Appearance of distended and engorged superficial epigastric veins

Caput medusae is the appearance of distended and engorged superficial epigastric veins, which are seen radiating from the umbilicus across the abdomen. The name caput medusae (Latin for "head of Medusa") originates from the apparent similarity to Medusa's head, which had venomous snakes in place of hair. It is also a sign of portal hypertension. When the portal vein, that transfers the blood from the gastrointestinal tract to the liver, is blocked, the blood volume increases in the peripheral blood vessels making them appear engorged. It is caused by dilation of the paraumbilical veins, which carry oxygenated blood from mother to fetus in utero and normally close within one week of birth, becoming re-canalised due to portal hypertension caused by formation of scar tissue (fibrosis) in the liver. The appearance is due to cutaneous portosystemic collateral formation between distended and engorged paraumbilical veins that radiate from the umbilicus across the abdomen to join systemic veins.
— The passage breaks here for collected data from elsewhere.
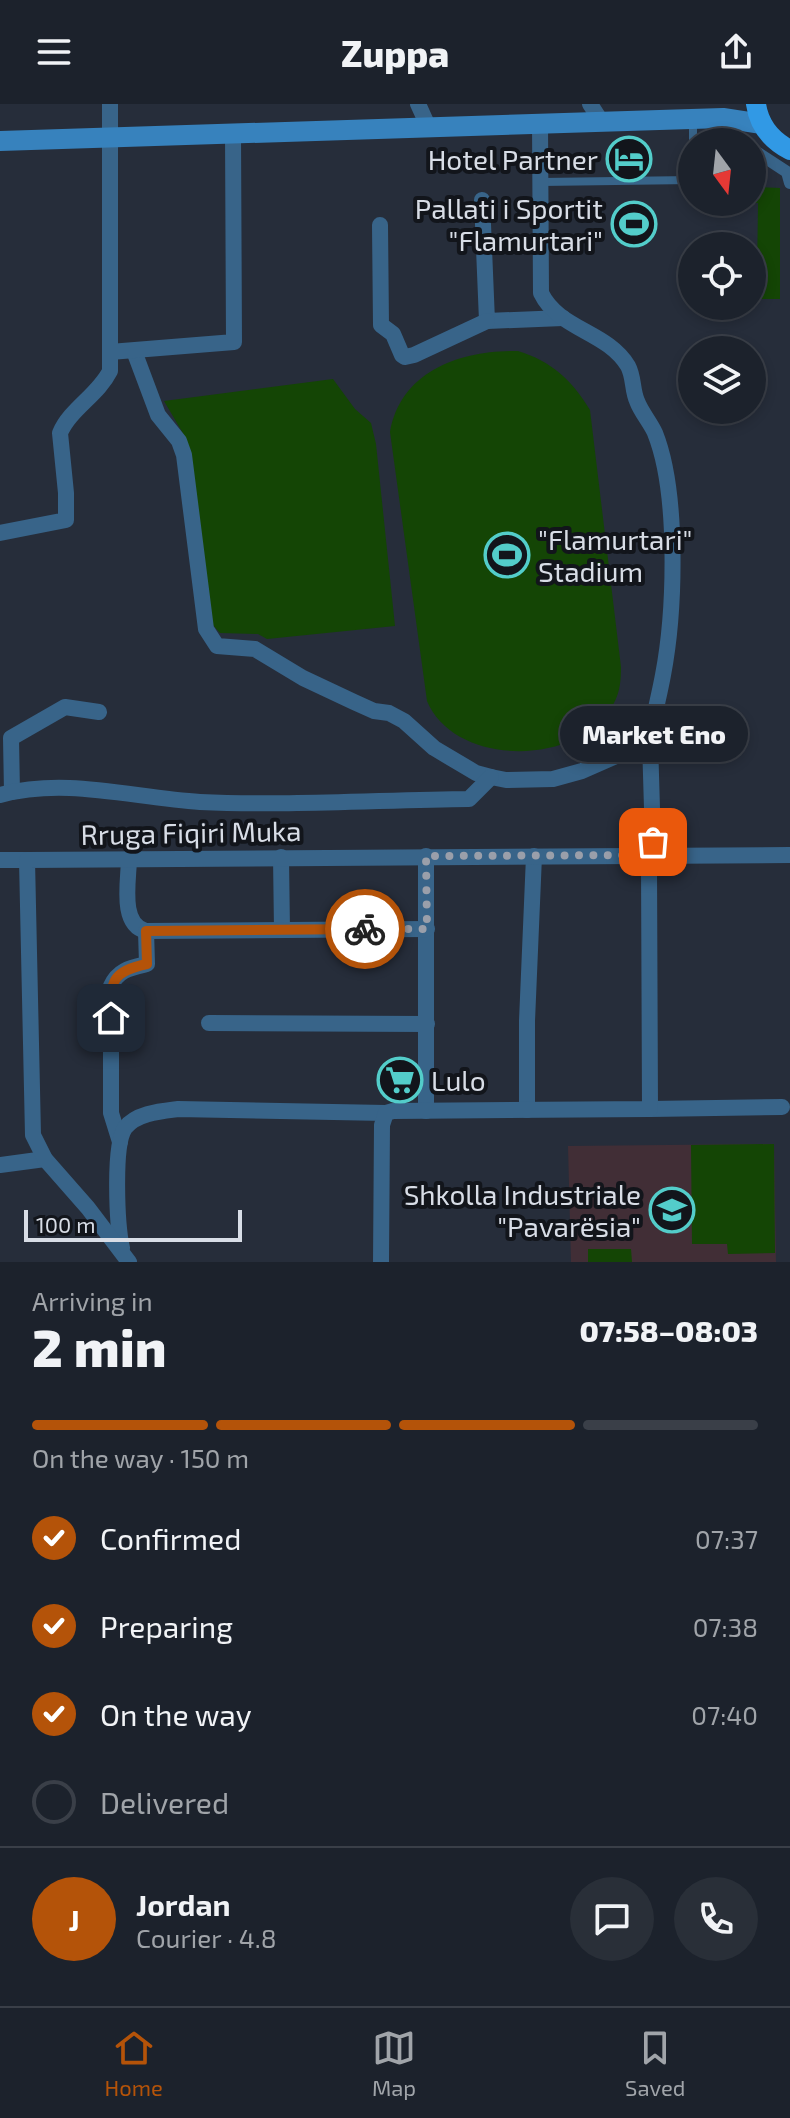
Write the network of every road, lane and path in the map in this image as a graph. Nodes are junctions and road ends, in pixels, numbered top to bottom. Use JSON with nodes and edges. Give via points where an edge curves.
{"nodes":[{"id":1,"x":110,"y":104,"type":"edge"},
{"id":2,"x":418,"y":104,"type":"edge"},
{"id":3,"x":756,"y":104,"type":"edge"},
{"id":4,"x":601,"y":110,"type":"edge"},
{"id":5,"x":723,"y":118,"type":"junction"},
{"id":6,"x":693,"y":119,"type":"junction"},
{"id":7,"x":540,"y":123,"type":"junction"},
{"id":8,"x":762,"y":124,"type":"junction"},
{"id":9,"x":428,"y":126,"type":"junction"},
{"id":10,"x":693,"y":128,"type":"edge"},
{"id":11,"x":724,"y":128,"type":"edge"},
{"id":12,"x":233,"y":133,"type":"junction"},
{"id":13,"x":110,"y":138,"type":"junction"},
{"id":14,"x":0,"y":141,"type":"edge"},
{"id":15,"x":790,"y":150,"type":"edge"},
{"id":16,"x":766,"y":160,"type":"edge"},
{"id":17,"x":789,"y":178,"type":"edge"},
{"id":18,"x":678,"y":180,"type":"edge"},
{"id":19,"x":540,"y":182,"type":"junction"},
{"id":20,"x":482,"y":200,"type":"dead end"},
{"id":21,"x":380,"y":225,"type":"dead end"},
{"id":22,"x":563,"y":318,"type":"junction"},
{"id":23,"x":487,"y":321,"type":"junction"},
{"id":24,"x":134,"y":351,"type":"junction"},
{"id":25,"x":110,"y":352,"type":"junction"},
{"id":26,"x":0,"y":533,"type":"edge"},
{"id":27,"x":99,"y":712,"type":"dead end"},
{"id":28,"x":650,"y":741,"type":"junction"},
{"id":29,"x":491,"y":777,"type":"junction"},
{"id":30,"x":6,"y":793,"type":"edge"},
{"id":31,"x":651,"y":855,"type":"junction"},
{"id":32,"x":790,"y":855,"type":"edge"},
{"id":33,"x":426,"y":856,"type":"junction"},
{"id":34,"x":534,"y":856,"type":"junction"},
{"id":35,"x":281,"y":857,"type":"junction"},
{"id":36,"x":129,"y":858,"type":"junction"},
{"id":37,"x":0,"y":860,"type":"edge"},
{"id":38,"x":27,"y":860,"type":"junction"},
{"id":39,"x":427,"y":929,"type":"junction"},
{"id":40,"x":282,"y":930,"type":"junction"},
{"id":41,"x":146,"y":931,"type":"junction"},
{"id":42,"x":209,"y":1023,"type":"dead end"},
{"id":43,"x":427,"y":1024,"type":"junction"},
{"id":44,"x":782,"y":1107,"type":"dead end"},
{"id":45,"x":650,"y":1109,"type":"junction"},
{"id":46,"x":527,"y":1110,"type":"junction"},
{"id":47,"x":426,"y":1111,"type":"junction"},
{"id":48,"x":386,"y":1113,"type":"junction"},
{"id":49,"x":120,"y":1142,"type":"junction"},
{"id":50,"x":45,"y":1159,"type":"junction"},
{"id":51,"x":0,"y":1165,"type":"edge"},
{"id":52,"x":127,"y":1258,"type":"edge"},
{"id":53,"x":381,"y":1262,"type":"edge"}],
"edges":[{"from":1,"to":13,"type":"street"},
{"from":2,"to":9,"type":"street"},
{"from":3,"to":8,"type":"main road"},
{"from":4,"to":6,"type":"main road"},
{"from":4,"to":7,"type":"main road"},
{"from":5,"to":6,"type":"main road"},
{"from":5,"to":8,"type":"main road"},
{"from":5,"to":11,"type":"street"},
{"from":6,"to":10,"type":"lane"},
{"from":7,"to":9,"type":"main road"},
{"from":7,"to":19,"type":"street"},
{"from":8,"to":15,"type":"main road"},
{"from":9,"to":12,"type":"main road"},
{"from":12,"to":13,"type":"main road"},
{"from":12,"to":24,"type":"street","via":[[234,342]]},
{"from":13,"to":14,"type":"main road"},
{"from":13,"to":25,"type":"street"},
{"from":16,"to":17,"type":"street"},
{"from":18,"to":19,"type":"lane"},
{"from":19,"to":22,"type":"street","via":[[541,293]]},
{"from":20,"to":23,"type":"street"},
{"from":21,"to":23,"type":"street","via":[[381,325],[393,334],[402,355],[414,355]]},
{"from":22,"to":23,"type":"street"},
{"from":22,"to":28,"type":"street","via":[[611,344],[628,366],[636,401],[655,433],[663,463],[673,566],[667,645]]},
{"from":24,"to":25,"type":"street"},
{"from":24,"to":29,"type":"street","via":[[158,415],[184,455],[210,639],[217,646],[255,649],[341,696],[389,713],[434,748]]},
{"from":25,"to":26,"type":"street","via":[[104,382],[60,433],[66,520]]},
{"from":27,"to":30,"type":"street","via":[[65,707],[11,738]]},
{"from":28,"to":29,"type":"street","via":[[553,779]]},
{"from":28,"to":31,"type":"street"},
{"from":29,"to":30,"type":"street","via":[[469,799],[256,804],[165,799],[96,788]]},
{"from":31,"to":32,"type":"street","name":"Rruga Fiqiri Muka"},
{"from":31,"to":34,"type":"street","name":"Rruga Fiqiri Muka"},
{"from":31,"to":45,"type":"street"},
{"from":33,"to":34,"type":"street","name":"Rruga Fiqiri Muka"},
{"from":33,"to":35,"type":"street","name":"Rruga Fiqiri Muka"},
{"from":33,"to":39,"type":"street"},
{"from":34,"to":46,"type":"street"},
{"from":35,"to":36,"type":"street","name":"Rruga Fiqiri Muka"},
{"from":35,"to":40,"type":"street"},
{"from":36,"to":38,"type":"street","name":"Rruga Fiqiri Muka"},
{"from":36,"to":41,"type":"street","via":[[130,919]]},
{"from":37,"to":38,"type":"street","name":"Rruga Fiqiri Muka"},
{"from":38,"to":50,"type":"street","via":[[31,1124]]},
{"from":39,"to":40,"type":"street"},
{"from":39,"to":43,"type":"street"},
{"from":40,"to":41,"type":"street"},
{"from":41,"to":49,"type":"street","via":[[147,964],[125,970],[111,986],[111,1113]]},
{"from":42,"to":43,"type":"street"},
{"from":43,"to":47,"type":"street"},
{"from":44,"to":45,"type":"street"},
{"from":45,"to":46,"type":"street"},
{"from":46,"to":47,"type":"street"},
{"from":47,"to":48,"type":"street"},
{"from":48,"to":49,"type":"street","via":[[178,1109],[136,1119]]},
{"from":48,"to":53,"type":"street"},
{"from":49,"to":52,"type":"street","via":[[118,1219]]},
{"from":50,"to":51,"type":"street"},
{"from":50,"to":52,"type":"street"}]}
==Differential diagnosis==
===Inferior vena cava obstruction===
- Produces abdominal collateral veins to bypass the blocked inferior vena cava and permit venous return from the legs.

Determine the direction of flow in the veins below the umbilicus. After pushing down on the prominent vein, blood will:
- flow toward the legs → caput medusae
- flow toward the head → inferior vena cava obstruction.
- Color Doppler ultrasonography is used to differentiate between vena cava obstruction and portal hypertension

== See also ==
- Portacaval anastomosis
In Liver Cirrhosis, the paraumbilical veins open up to transfer portal venous blood into systemic circulation. It results in caput medusae.